- Classification: Division I
- Season: 2018–19
- Teams: 10
- Site: Enterprise Center St. Louis, Missouri
- Champions: Bradley (3rd title)
- Winning coach: Brian Wardle (1st title)
- MVP: Elijah Childs (Bradley)
- Television: CBS, CBSSN, MVC TV (ESPN+)

= 2019 Missouri Valley Conference men's basketball tournament =

The 2019 Missouri Valley Conference men's basketball tournament, popularly referred to as "Arch Madness", was a postseason men's basketball tournament that completed the 2018–19 season in the Missouri Valley Conference. The tournament was held at the Enterprise Center in St. Louis, Missouri from March 7–10, 2019.

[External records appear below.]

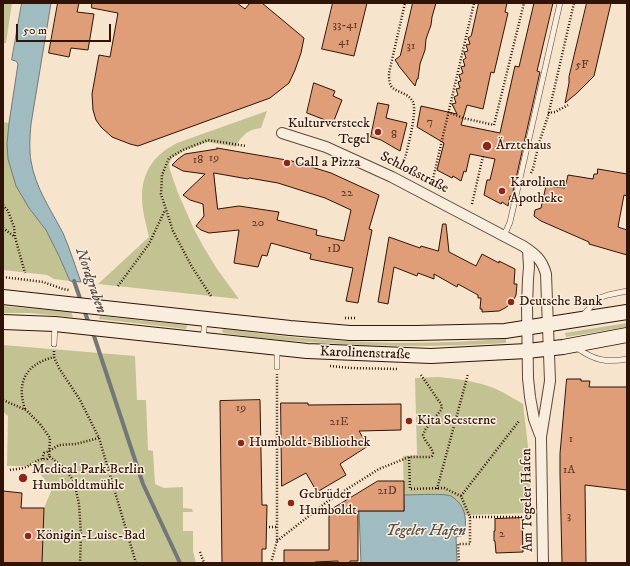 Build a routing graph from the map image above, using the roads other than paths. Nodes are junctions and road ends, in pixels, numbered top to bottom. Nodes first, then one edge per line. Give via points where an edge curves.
1 (560, 3) edge
2 (282, 133) dead end
3 (504, 236) junction
4 (528, 250) junction
5 (627, 291) edge
6 (3, 296) edge
7 (627, 312) edge
8 (205, 318) junction
9 (579, 319) junction
10 (3, 322) edge
11 (55, 324) junction
12 (548, 324) junction
13 (527, 328) junction
14 (627, 336) edge
15 (202, 340) junction
16 (54, 344) road end
17 (573, 345) junction
18 (277, 348) junction
19 (549, 349) junction
20 (527, 351) junction
21 (627, 360) edge
22 (277, 367) road end
23 (540, 437) junction
24 (543, 563) edge

1 - 3 lane via 510,222
2 - 3 street, Schloßstraße via 326,147 400,180
3 - 4 street, Schloßstraße
4 - 12 street, Schloßstraße via 538,257 546,274
4 - 13 street
5 - 9 lane via 599,298
6 - 8 main road, Karolinenstraße
7 - 9 main road, Karolinenstraße
8 - 13 main road, Karolinenstraße via 350,333 438,333
8 - 15 lane
9 - 12 main road, Karolinenstraße
10 - 11 main road, Karolinenstraße
11 - 15 main road, Karolinenstraße
11 - 16 lane
12 - 13 main road, Karolinenstraße
12 - 19 street, Am Tegeler Hafen
13 - 20 street
14 - 17 main road, Karolinenstraße
15 - 18 main road, Karolinenstraße
17 - 19 main road, Karolinenstraße
17 - 21 lane via 599,360
18 - 20 main road, Karolinenstraße via 431,356
18 - 22 lane
19 - 20 main road, Karolinenstraße
19 - 23 street, Am Tegeler Hafen via 550,382
20 - 23 street, Am Tegeler Hafen via 530,397
23 - 24 street, Am Tegeler Hafen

No. 5 seed Bradley defeated No. 6-seeded Northern Iowa 57–54 in the championship game to win the tournament, and received the MVC's automatic bid to the NCAA tournament. It was the third overall MVC title for Bradley, the first since 1988.

==Seeds==
Teams were seeded by conference record, with ties broken by overall record in conference games played between the tied teams, then (if necessary) by NET Rating on the day following the conclusion of the regular season. The top six seeds received opening round byes.

| Seed | School | Conference | Tiebreaker 1 | Tiebreaker 2 |
|---|---|---|---|---|
| 1 | Loyola–Chicago | 12–6 | 2–0 vs. Drake |  |
| 2 | Drake | 12–6 | 0–2 vs. Loyola–Chicago |  |
| 3 | Southern Illinois | 10–8 | 1–1 vs. Missouri St. | 131 NET |
| 4 | Missouri State | 10–8 | 1–1 vs. S. Illinois | 182 NET |
| 5 | Bradley | 9–9 | 3–1 vs. N. Iowa/Illinois St. |  |
| 6 | Northern Iowa | 9–9 | 2–2 vs. Bradley/Illinois St. |  |
| 7 | Illinois State | 9–9 | 1–3 vs. Bradley/N. Iowa |  |
| 8 | Indiana State | 7–11 | 2–0 vs Valparaiso |  |
| 9 | Valparaiso | 7–11 | 0–2 vs Indiana St. |  |
| 10 | Evansville | 5–13 |  |  |

==Schedule==

Game: Time *; Matchup; Score; Television
Opening round – Thursday, March 7
1: 6:05 pm; No. 8 Indiana State vs. No. 9 Valparaiso; 55–77; MVC TV [ESPN+]
2: 8:35 pm; No. 7 Illinois State vs. No. 10 Evansville; 65–60
Quarterfinals – Friday, March 8
3: 12:05 pm; No. 1 Loyola–Chicago vs. No. 9 Valparaiso; 67–54; MVC TV [ESPN+]
4: 2:35 pm; No. 4 Missouri State vs. No. 5 Bradley; 58–61
5: 6:05 pm; No. 2 Drake vs. No. 7 Illinois State; 78–62
6: 8:35 pm; No. 3 Southern Illinois vs. No. 6 Northern Iowa; 58–61
Semifinals – Saturday, March 9
7: 2:35 pm; No. 1 Loyola–Chicago vs. No. 5 Bradley; 51–53; CBSSN
8: 5:05 pm; No. 2 Drake vs. No. 6 Northern Iowa; 58–60
Final – Sunday, March 10
9: 1:05 pm; No. 5 Bradley vs. No. 6 Northern Iowa; 57–54; CBS
* Game times in CST through semifinals; CDT for championship; rankings denote tournament seed.